No longer was Howard being eliminated simply on the basis of his non-ideal stature.
“Being 5-11, that hurts you,” Dawson admitted. “If it’s between that and a guy who’s 6-2, you’re going to go with the 6-2 guy.”
Yet as Dawson explained last week, he has long valued hand size over height when gauging a quarterback’s potential.
“Big hands mean you control the ball better,” he said. “So when I watch a quarterback throw, I look to see how far his hand stretches on the ball and where his pinky finger is on the laces.”
When Howard visited WVU in early December, Dawson took an opportunity to measure the prospect’s hands and came away encouraged. “I think his was 9-3/4 (inches) or 9-1/2, which is not bad,” the coach said. “Not bad at all for a 5-11 guy.”
As Dawson recounted this palm-reading episode, the measure-maniacs at the NFL combine were reveling in Johnny Manziel’s 9-7/8-inch mitts—atypically large for his 5-11 height. Arizona Cardinals head coach Bruce Arian said hand size remains “something that is highly underrated” among evaluators, and noted quarterbacks guru George Whitfield Jr.—who tutored Cam Newton, Andrew Luck and a pre-Heisman Manziel—told The Cleveland Plain Dealer that prodigious paws are especially beneficial for passers dealing with inclement weather.
“I’ve been saying this stuff for a few years,” said Dawson, before adding with a chortle: “Maybe I’m not as dumb as people think I am.”

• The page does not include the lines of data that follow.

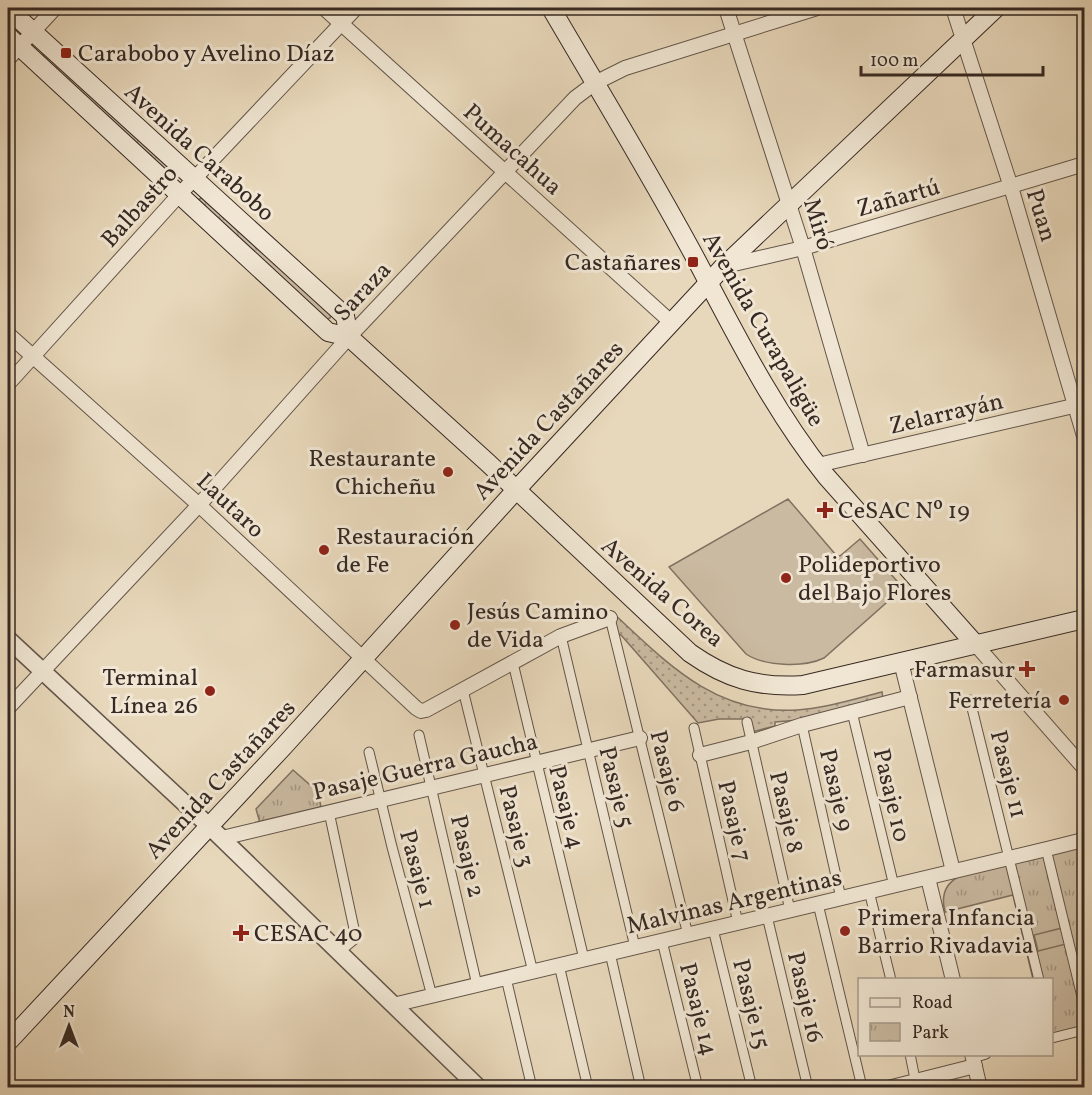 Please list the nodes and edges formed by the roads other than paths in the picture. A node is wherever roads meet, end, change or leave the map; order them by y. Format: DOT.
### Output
graph roads {
  1 [pos="55,8"];
  2 [pos="324,8"];
  3 [pos="356,8"];
  4 [pos="551,8"];
  5 [pos="726,8"];
  6 [pos="817,8"];
  7 [pos="953,8"];
  8 [pos="996,8"];
  9 [pos="8,9"];
  10 [pos="341,24"];
  11 [pos="32,32"];
  12 [pos="734,32"];
  13 [pos="962,40"];
  14 [pos="11,47"];
  15 [pos="595,83"];
  16 [pos="1084,164"];
  17 [pos="505,173"];
  18 [pos="194,179"];
  19 [pos="1011,187"];
  20 [pos="178,196"];
  21 [pos="788,202"];
  22 [pos="803,248"];
  23 [pos="723,267"];
  24 [pos="708,282"];
  25 [pos="672,323"];
  26 [pos="8,334"];
  27 [pos="349,338"];
  28 [pos="32,357"];
  29 [pos="8,384"];
  30 [pos="1080,404"];
  31 [pos="1084,436"];
  32 [pos="863,455"];
  33 [pos="818,465"];
  34 [pos="516,490"];
  35 [pos="199,505"];
  36 [pos="610,618"];
  37 [pos="1084,619"];
  38 [pos="561,636"];
  39 [pos="8,639"];
  40 [pos="976,645"];
  41 [pos="364,659"];
  42 [pos="901,662"];
  43 [pos="513,663"];
  44 [pos="42,670"];
  45 [pos="463,690"];
  46 [pos="910,697"];
  47 [pos="970,700"];
  48 [pos="8,708"];
  49 [pos="852,712"];
  50 [pos="747,722"];
  51 [pos="802,725"];
  52 [pos="694,728"];
  53 [pos="419,735"];
  54 [pos="640,738"];
  55 [pos="752,742"];
  56 [pos="588,750"];
  57 [pos="369,752"];
  58 [pos="700,755"];
  59 [pos="537,763"];
  60 [pos="1084,768"];
  61 [pos="484,775"];
  62 [pos="432,788"];
  63 [pos="381,800"];
  64 [pos="329,812"];
  65 [pos="215,832"];
  66 [pos="1084,843"];
  67 [pos="1048,857"];
  68 [pos="1009,858"];
  69 [pos="954,871"];
  70 [pos="928,878"];
  71 [pos="894,886"];
  72 [pos="869,891"];
  73 [pos="841,898"];
  74 [pos="818,904"];
  75 [pos="790,910"];
  76 [pos="767,916"];
  77 [pos="738,923"];
  78 [pos="713,929"];
  79 [pos="688,935"];
  80 [pos="662,941"];
  81 [pos="635,947"];
  82 [pos="339,952"];
  83 [pos="610,953"];
  84 [pos="584,959"];
  85 [pos="559,965"];
  86 [pos="533,972"];
  87 [pos="506,978"];
  88 [pos="891,978"];
  89 [pos="953,978"];
  90 [pos="1039,978"];
  91 [pos="477,985"];
  92 [pos="432,996"];
  93 [pos="393,1005"];
  94 [pos="1084,1005"];
  95 [pos="1084,1030"];
  96 [pos="1053,1035"];
  97 [pos="8,1042"];
  98 [pos="910,1056"];
  99 [pos="976,1058"];
  100 [pos="916,1081"];
  101 [pos="862,1087"];
  102 [pos="479,1088"];
  103 [pos="532,1088"];
  104 [pos="588,1088"];
  105 [pos="641,1088"];
  106 [pos="698,1088"];
  107 [pos="752,1088"];
  108 [pos="808,1088"];
  109 [pos="888,1088"];
  110 [pos="980,1088"];
  1 -- 11 [label="street"];
  2 -- 10 [label="street, Pumacahua"];
  3 -- 10 [label="street, Balbastro"];
  4 -- 15 [label="main road, Avenida Curapaligüe"];
  5 -- 12 [label="street, Miró"];
  6 -- 12 [label="street, Saraza"];
  7 -- 13 [label="street, Puan"];
  8 -- 13 [label="main road, Avenida Castañares"];
  9 -- 11 [label="main road, Avenida Carabobo"];
  10 -- 17 [label="street, Pumacahua"];
  10 -- 18 [label="street, Balbastro"];
  11 -- 14 [label="street"];
  11 -- 18 [label="main road, Avenida Carabobo"];
  12 -- 15 [label="street, Saraza"];
  12 -- 21 [label="street, Miró"];
  13 -- 19 [label="street, Puan"];
  13 -- 21 [label="main road, Avenida Castañares"];
  14 -- 20 [label="main road, Avenida Carabobo"];
  15 -- 17 [label="street, Saraza"];
  15 -- 24 [label="main road, Avenida Curapaligüe"];
  16 -- 19 [label="street, Zañartú"];
  17 -- 25 [label="street, Pumacahua"];
  17 -- 27 [label="street, Saraza"];
  18 -- 20 [label="street, Balbastro"];
  18 -- 27 [label="main road, Avenida Carabobo"];
  19 -- 22 [label="street, Zañartú"];
  19 -- 30 [label="street, Puan"];
  20 -- 27 [label="main road, Avenida Carabobo"];
  20 -- 28 [label="street, Balbastro"];
  21 -- 22 [label="street, Miró"];
  21 -- 23 [label="main road, Avenida Castañares"];
  22 -- 23 [label="street, Zañartú"];
  22 -- 32 [label="street, Miró"];
  23 -- 24 [label="main road, Avenida Castañares"];
  24 -- 25 [label="main road, Avenida Castañares"];
  24 -- 33 [label="main road, Avenida Curapaligüe"];
  25 -- 34 [label="main road, Avenida Castañares"];
  26 -- 28 [label="street, Lautaro"];
  27 -- 34 [label="main road, Avenida Carabobo"];
  27 -- 35 [label="street, Saraza"];
  28 -- 29 [label="street, Balbastro"];
  28 -- 35 [label="street, Lautaro"];
  30 -- 31 [label="street, Puan"];
  30 -- 32 [label="street, Zelarrayán"];
  32 -- 33 [label="street, Zelarrayán"];
  33 -- 40 [label="main road, Avenida Curapaligüe"];
  34 -- 41 [label="main road, Avenida Castañares"];
  34 -- 42 [label="main road, Avenida Corea"];
  35 -- 41 [label="street, Lautaro"];
  35 -- 44 [label="street, Saraza"];
  36 -- 38 [label="street"];
  36 -- 54 [label="street, Pasaje 6"];
  37 -- 40 [label="main road, Avenida Corea"];
  38 -- 43 [label="street"];
  38 -- 56 [label="street, Pasaje 5"];
  39 -- 44 [label="street"];
  40 -- 42 [label="main road, Avenida Corea"];
  40 -- 60 [label="street"];
  41 -- 45 [label="street, Lautaro"];
  41 -- 65 [label="main road, Avenida Castañares"];
  42 -- 46 [label="street"];
  43 -- 45 [label="street"];
  43 -- 59 [label="street, Pasaje 4"];
  44 -- 48 [label="street, Saraza"];
  44 -- 65 [label="street"];
  45 -- 61 [label="street, Pasaje 3"];
  46 -- 49 [label="street"];
  46 -- 69 [label="street"];
  47 -- 68 [label="street, Pasaje 11"];
  49 -- 51 [label="street"];
  49 -- 71 [label="street, Pasaje 10"];
  50 -- 55 [label="street, Pasaje 8"];
  51 -- 55 [label="street"];
  51 -- 73 [label="street, Pasaje 9"];
  52 -- 58 [label="street, Pasaje 7"];
  53 -- 62 [label="street, Pasaje 2"];
  54 -- 56 [label="street, Pasaje Guerra Gaucha"];
  54 -- 79 [label="street, Pasaje 6"];
  55 -- 58 [label="street"];
  55 -- 75 [label="street, Pasaje 8"];
  56 -- 59 [label="street, Pasaje Guerra Gaucha"];
  56 -- 81 [label="street, Pasaje 5"];
  57 -- 63 [label="street, Pasaje 1"];
  58 -- 77 [label="street, Pasaje 7"];
  59 -- 61 [label="street, Pasaje Guerra Gaucha"];
  59 -- 84 [label="street, Pasaje 4"];
  61 -- 62 [label="street, Pasaje Guerra Gaucha"];
  61 -- 86 [label="street, Pasaje 3"];
  62 -- 63 [label="street, Pasaje Guerra Gaucha"];
  62 -- 91 [label="street, Pasaje 2"];
  63 -- 64 [label="street, Pasaje Guerra Gaucha"];
  63 -- 92 [label="street, Pasaje 1"];
  64 -- 65 [label="street, Pasaje Guerra Gaucha"];
  64 -- 82 [label="street"];
  65 -- 82 [label="street"];
  65 -- 97 [label="main road, Avenida Castañares"];
  66 -- 68 [label="street, Malvinas Argentinas"];
  67 -- 94 [label="street"];
  68 -- 69 [label="street, Malvinas Argentinas"];
  68 -- 90 [label="street, Pasaje 11"];
  69 -- 70 [label="street, Malvinas Argentinas"];
  70 -- 71 [label="street, Malvinas Argentinas"];
  70 -- 89 [label="street"];
  71 -- 72 [label="street, Malvinas Argentinas"];
  72 -- 73 [label="street, Malvinas Argentinas"];
  72 -- 88 [label="street"];
  73 -- 74 [label="street, Malvinas Argentinas"];
  74 -- 75 [label="street, Malvinas Argentinas"];
  74 -- 101 [label="street"];
  75 -- 76 [label="street, Malvinas Argentinas"];
  76 -- 77 [label="street, Malvinas Argentinas"];
  76 -- 108 [label="street, Pasaje 16"];
  77 -- 78 [label="street, Malvinas Argentinas"];
  78 -- 79 [label="street, Malvinas Argentinas"];
  78 -- 107 [label="street, Pasaje 15"];
  79 -- 80 [label="street, Malvinas Argentinas"];
  80 -- 81 [label="street, Malvinas Argentinas"];
  80 -- 106 [label="street, Pasaje 14"];
  81 -- 83 [label="street, Malvinas Argentinas"];
  82 -- 93 [label="street"];
  83 -- 84 [label="street, Malvinas Argentinas"];
  83 -- 105 [label="street"];
  84 -- 85 [label="street, Malvinas Argentinas"];
  85 -- 86 [label="street, Malvinas Argentinas"];
  85 -- 104 [label="street"];
  86 -- 87 [label="street, Malvinas Argentinas"];
  87 -- 91 [label="street, Malvinas Argentinas"];
  87 -- 103 [label="street"];
  91 -- 92 [label="street, Malvinas Argentinas"];
  92 -- 93 [label="street, Malvinas Argentinas"];
  93 -- 102 [label="street"];
  95 -- 96 [label="street"];
  98 -- 100 [label="street"];
  99 -- 100 [label="street"];
  99 -- 110 [label="street"];
  100 -- 109 [label="street"];
}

He certainly will seem smarter if Howard slings touchdown passes in Morgantown like he did at Riverside. Unlike recent quarterbacks Dawson and Dana Holgorsen have developed, Howard possesses dangerous speed and blitz-beating elusiveness.
“Are we going to add a lot of new plays that are going to allow him to run it? No. But is there flexibility within our offense for him to make plays with his feet? Hell yeah, there is,” Dawson said.
“Anytime the coverage is good, then extend the play. It’s hard for DBs to cover for four or five seconds. Skyler’s an athletic kid. A lot of his bigger plays (last year) were extended plays when he kept his eyes downfield.”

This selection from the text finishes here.